There is still quite some development needed to assure a lifetime of, say, 30 years (typically 50 years in Europe) for such integrated products. This means that, today, BIPV is less than 1% of the overall yearly PV market. Only in advanced architecture, where people are deliberately spending money to have something special, or in areas of the world where there have been more interesting incentives for BIPV (such as France, for a short period of time), has BIPV really been used.
A few years ago thin film technologies for PV applications were seen as a breakthrough for the PV industry. But the market didn’t seem to materialise as expected and several start-ups went out of business. What is the state of play today?
The reality today is that c-Si PV modules are sold in the market at a price of USD 0.60–0.80/Wp,1 even with a small profit. Any new or other technology which aims to enter the market in 2-3 years from now must be able to prove a PV module sales price potential (not cost!) at that time of some USD 0.40-0.50 /Wp.1 This is not so easy to do. To my surprise, new start-ups in TF-PV are still launching product developments without a realistic view of their cost potential, although much less than a few years ago.
But, in my opinion, the real future is in the combination of thin film technology and crystalline Si technology. We are already seeing the success of ‘rearside passivated’ c-Si cells with higher cell efficiencies (so-called PERC, PERL and PERT cells). But all the advantages of both technology groups come together uniquely in what are known as hetero-junction a-Si/c-Si cells. The nice thing about those cells is that they can be produced with a very low thermal budget – the maximum manufacturing temperature being around 200°C. This makes it possible to use very thin silicon wafers, maybe less than 100 µm thick. Modules made with such cells have a cost potential below USD 0.401 /Wp, even if an indium-based transparent conducting oxide is needed.
Also, the temperature coefficient of such cells is lower than for standard c-Si cells, which should result in higher PV-system energy output (kWh/kWp). You will see this family of products developing strongly over the next 3-5 years.

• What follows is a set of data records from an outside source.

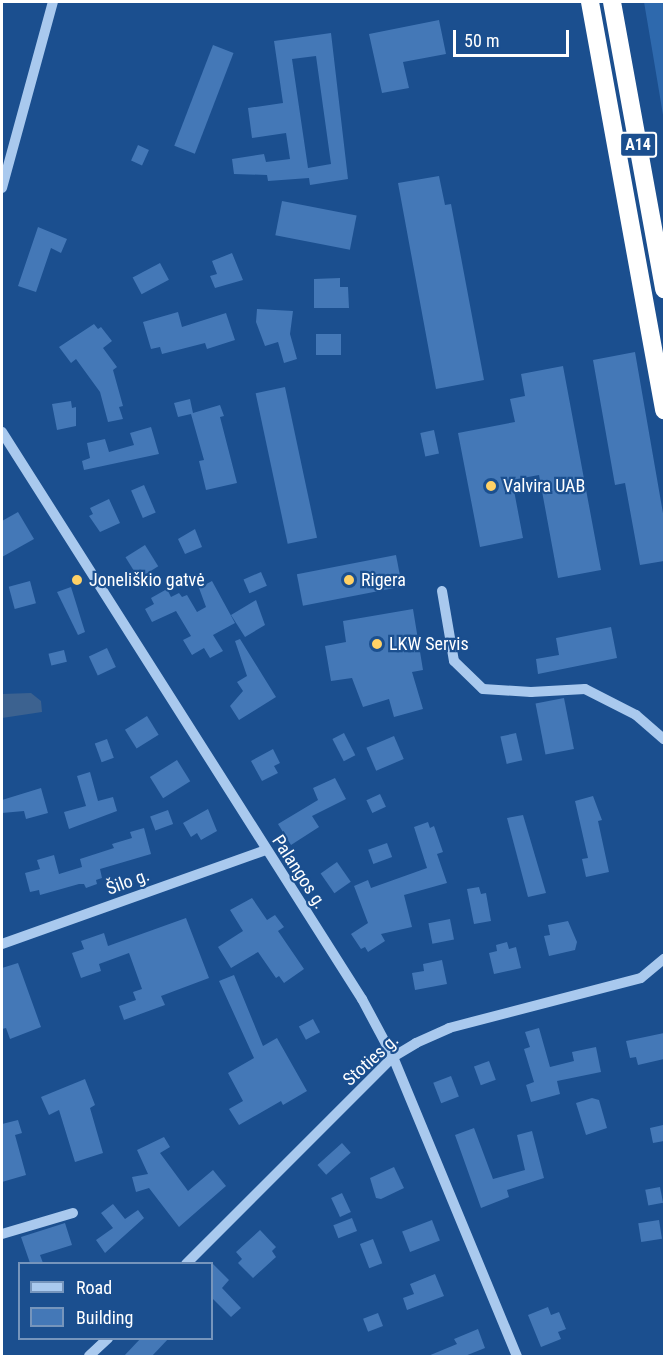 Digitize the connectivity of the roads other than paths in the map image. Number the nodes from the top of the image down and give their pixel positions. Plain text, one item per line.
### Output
1 (53, 2) edge
2 (590, 2) edge
3 (612, 2) edge
4 (2, 188) edge
5 (664, 288) edge
6 (664, 410) edge
7 (2, 432) edge
8 (441, 591) dead end
9 (664, 739) edge
10 (266, 850) junction
11 (2, 944) edge
12 (664, 959) edge
13 (393, 1057) junction
14 (73, 1213) dead end
15 (2, 1234) edge
16 (187, 1262) edge
17 (106, 1340) edge
18 (89, 1356) edge
19 (517, 1356) edge

1 - 4 street
2 - 6 highway
3 - 5 highway, A14
7 - 10 street, Palangos g.
8 - 9 street
10 - 11 street, Šilo g.
10 - 13 street, Palangos g.
12 - 13 street, Stoties g.
13 - 16 street, Stoties g.
13 - 19 street, Palangos g.
14 - 15 street
17 - 18 street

Some critics have said that thin film PV will remain a niche market. Do you agree?
In the short to mid-term (horizon 5 years), we agree. However, there are still a lot of developments on the horizon that can completely reshape the landscape in the long term. Here, we are referring to copper-zinc-tin-sulphide (CZTS) as a replacement for copper-indium-gallium-(di)selenide (CIGS) – an absorber that uses only abundant elements with lower cost – to perovskites or the use of quantum dots. Each of these has the intrinsic potential to completely turn the situation around.
What part do you think thin film PV can play in helping to achieve the EU SET-Plan targets for low-carbon energy for 2020 and beyond?
Referring to what I said earlier, thin-film will be approximately 10% of the total share of PV. TF-PV will be used less in BIPV – as there are almost no flexible TF-PV products left on the market – but mainly in roof-top and ground mounted, grid-connected systems. The higher kWh/kWp potential will become more important, especially in Southern Europe where grid parity is becoming a reality, provided the kWp cost is not too far off from c-Si PV systems.